At the bottom, the dumbbell will likely be a few inches from touching down. From that point, flex your right glute and hamstrings to bring your body back to an upright position. Complete all reps on one side and then switch to the other leg. Six to 10 reps per side equals one set.
Equipment: None needed
Teri’s Take: “Lunges are a functional exercise that strengthen and stretch your hamstrings, quads and glutes, and they also engage multiple muscles across your hips, knees and ankle joints as you’re stabilizing your core.”
How-To: From a standing “ready” position, take a big step forward with one foot and lower your hips down toward the floor as you bend your front knee, keeping your torso upright and core engaged. In the lunge position, your back leg should be stretched out behind you, knee elevated off the floor as you’re balanced on your toes, and your front knee should be bent to 90 degrees with your kneecap not extended beyond your toes. From the deep lunge, press powerfully through your front foot to propel your body up and back to the standing position. Next, step forward with your other foot into a lunge — once to each side equals one rep.
Isometric Bulgarian Split Squat
Equipment: Flat bench or Swiss ball
Teri’s Take: “The isometric split squat forces you to work legs and glutes independently while also stretching your hip flexors and ankles at the bottom position.”
How-To: Stand about 2 feet or so facing away from a bench or exercise ball. Extend your left leg backward, resting the top of that foot on the bench or ball. Extend your arms to the side at shoulder height, engaging your lats and core. To start, slowly lower your hips downward by bending your front knee, keeping it centered — do not roll your knee to the inside or outside of your foot. When your knee joint reaches 90 degrees, hold that bottom position for a full three to five seconds in an isometric contraction, then reverse to standing. Complete six to 10 reps, then switch legs.
Equipment: None needed
Teri’s Take: “Mountain climbers are an effective endurance builder that work multiple muscles, including hip flexors, quads, hamstrings, glutes and calves.

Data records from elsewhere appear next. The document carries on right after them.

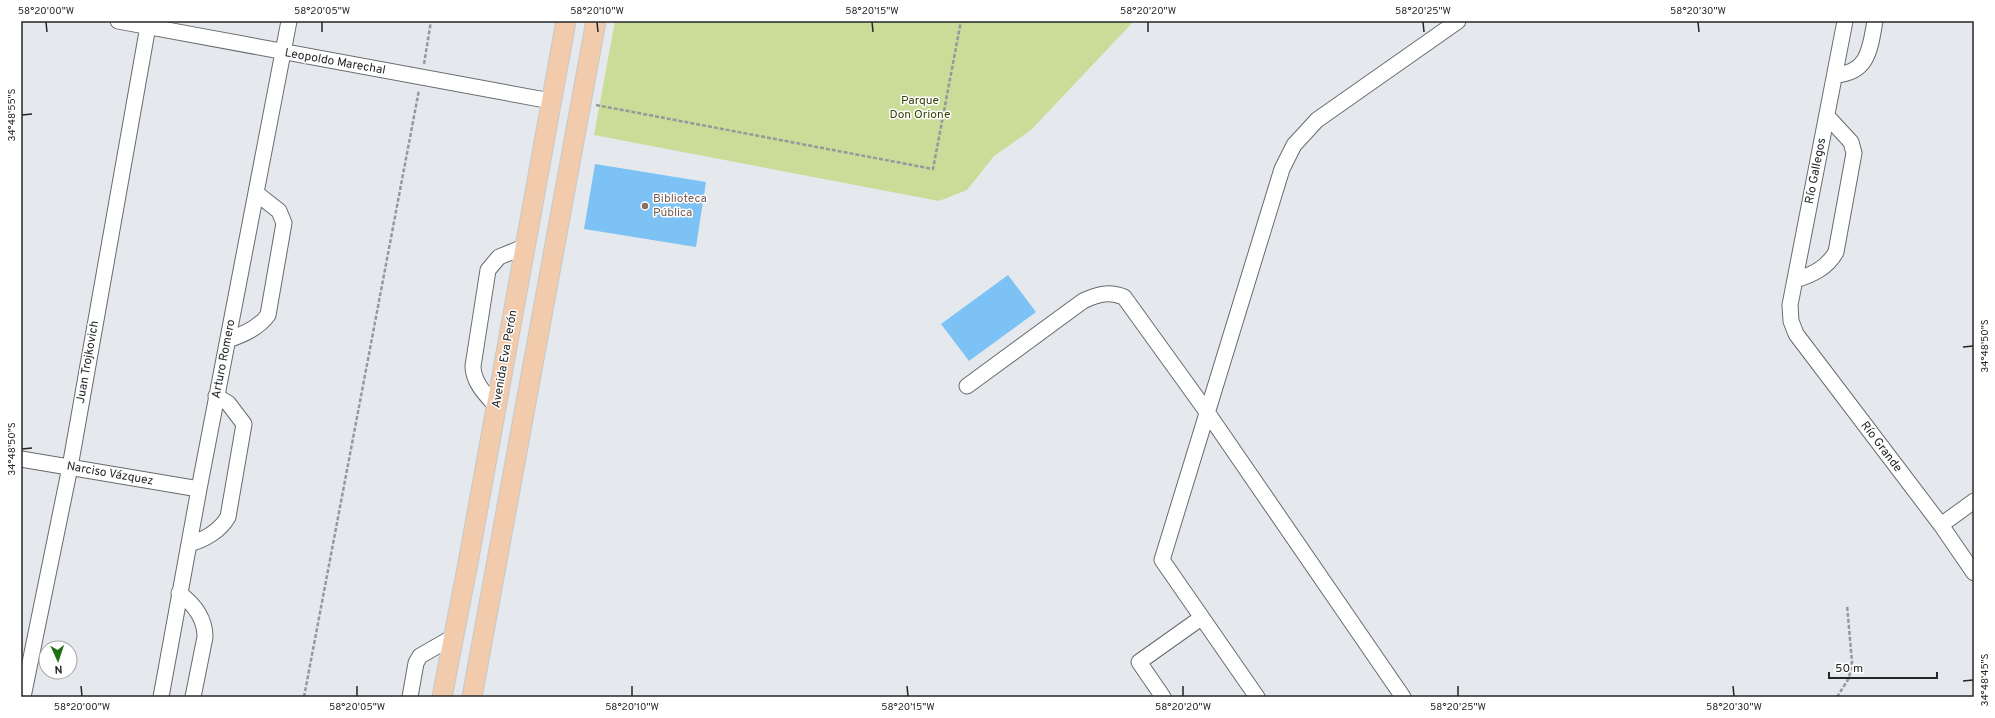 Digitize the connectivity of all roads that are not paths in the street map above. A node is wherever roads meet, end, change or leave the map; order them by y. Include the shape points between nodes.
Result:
1 (289, 21) edge
2 (566, 21) edge
3 (596, 21) edge
4 (1458, 21) edge
5 (1845, 21) edge
6 (1875, 21) edge
7 (125, 22) edge
8 (154, 25) edge
9 (283, 53) junction
10 (1835, 75) junction
11 (552, 101) junction
12 (1827, 116) junction
13 (256, 193) junction
14 (525, 247) junction
15 (553, 253) junction
16 (1795, 280) junction
17 (1791, 321) joint
18 (228, 340) junction
19 (967, 386) dead end
20 (216, 396) junction
21 (496, 406) junction
22 (1207, 412) junction
23 (21, 459) edge
24 (70, 467) junction
25 (198, 489) junction
26 (1974, 501) edge
27 (1941, 525) junction
28 (188, 544) junction
29 (468, 563) junction
30 (495, 567) junction
31 (1974, 572) edge
32 (179, 593) junction
33 (1201, 618) junction
34 (453, 637) junction
35 (23, 697) edge
36 (161, 697) edge
37 (193, 697) edge
38 (410, 697) edge
39 (442, 697) edge
40 (472, 697) edge
41 (1163, 697) edge
42 (1257, 697) edge
43 (1403, 697) edge

1 - 9 street, Arturo Romero
2 - 11 main road, Avenida Eva Perón
3 - 15 main road
4 - 22 street via 1317,120 1294,145 1282,169
5 - 10 street, Río Gallegos
6 - 10 street via 1865,62 1842,75
7 - 8 street, Leopoldo Marechal
8 - 9 street, Leopoldo Marechal
8 - 24 street, Juan Trojkovich
9 - 11 street, Leopoldo Marechal
9 - 13 street, Arturo Romero
10 - 12 street, Río Gallegos
11 - 14 main road, Avenida Eva Perón
12 - 16 street, Río Gallegos
12 - 16 street via 1851,142 1854,153 1836,252 1820,270
13 - 18 street, Arturo Romero
13 - 18 street via 278,211 284,223 268,315 262,323
14 - 15 main road
14 - 21 main road, Avenida Eva Perón
14 - 21 street via 499,257 488,270 473,373
15 - 30 main road
16 - 17 street, Río Gallegos via 1790,305
17 - 27 street, Río Grande via 1796,334
18 - 20 street, Arturo Romero
19 - 22 street via 1084,301 1096,295 1116,294 1124,298
20 - 25 street, Arturo Romero
20 - 28 street via 228,403 244,424 228,517 224,524 201,541
21 - 29 main road, Avenida Eva Perón
22 - 33 street via 1162,560
22 - 43 street
23 - 24 street, Narciso Vázquez
24 - 25 street, Narciso Vázquez
24 - 35 street, Juan Trojkovich
25 - 28 street, Arturo Romero
26 - 27 street
27 - 31 street, Río Grande
28 - 32 street, Arturo Romero
29 - 30 main road
29 - 34 main road, Avenida Eva Perón
30 - 40 main road
32 - 36 street, Arturo Romero
32 - 37 street via 189,600 204,623 205,629
33 - 41 street via 1139,662
33 - 42 street
34 - 38 street via 420,656 416,663
34 - 39 main road, Avenida Eva Perón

They are also versatile in that they can be performed at a slow tempo, allowing you to focus on technique, or at a fast pace to increase your endurance and conditioning levels.”
How-To: Start on the floor on your hands and knees. Place your hands shoulder-distance apart and align your shoulders directly over your wrists. Place your right leg back with those toes on the floor in a plank position; place your left leg back with your toes on the floor to meet your right leg in a plank position. Engage your lats and core, keeping your neck in line with your spine and focusing your eyes in front of your hands. Bend your right knee in toward your chest, then step it back into the plank position. Repeat with your left leg.
Continue that pattern for six to 10 reps, then pick up the pace that your legs are switching positions simultaneously — one leg is moving back while the other leg is coming forward — going as fast as you can for one to two minutes.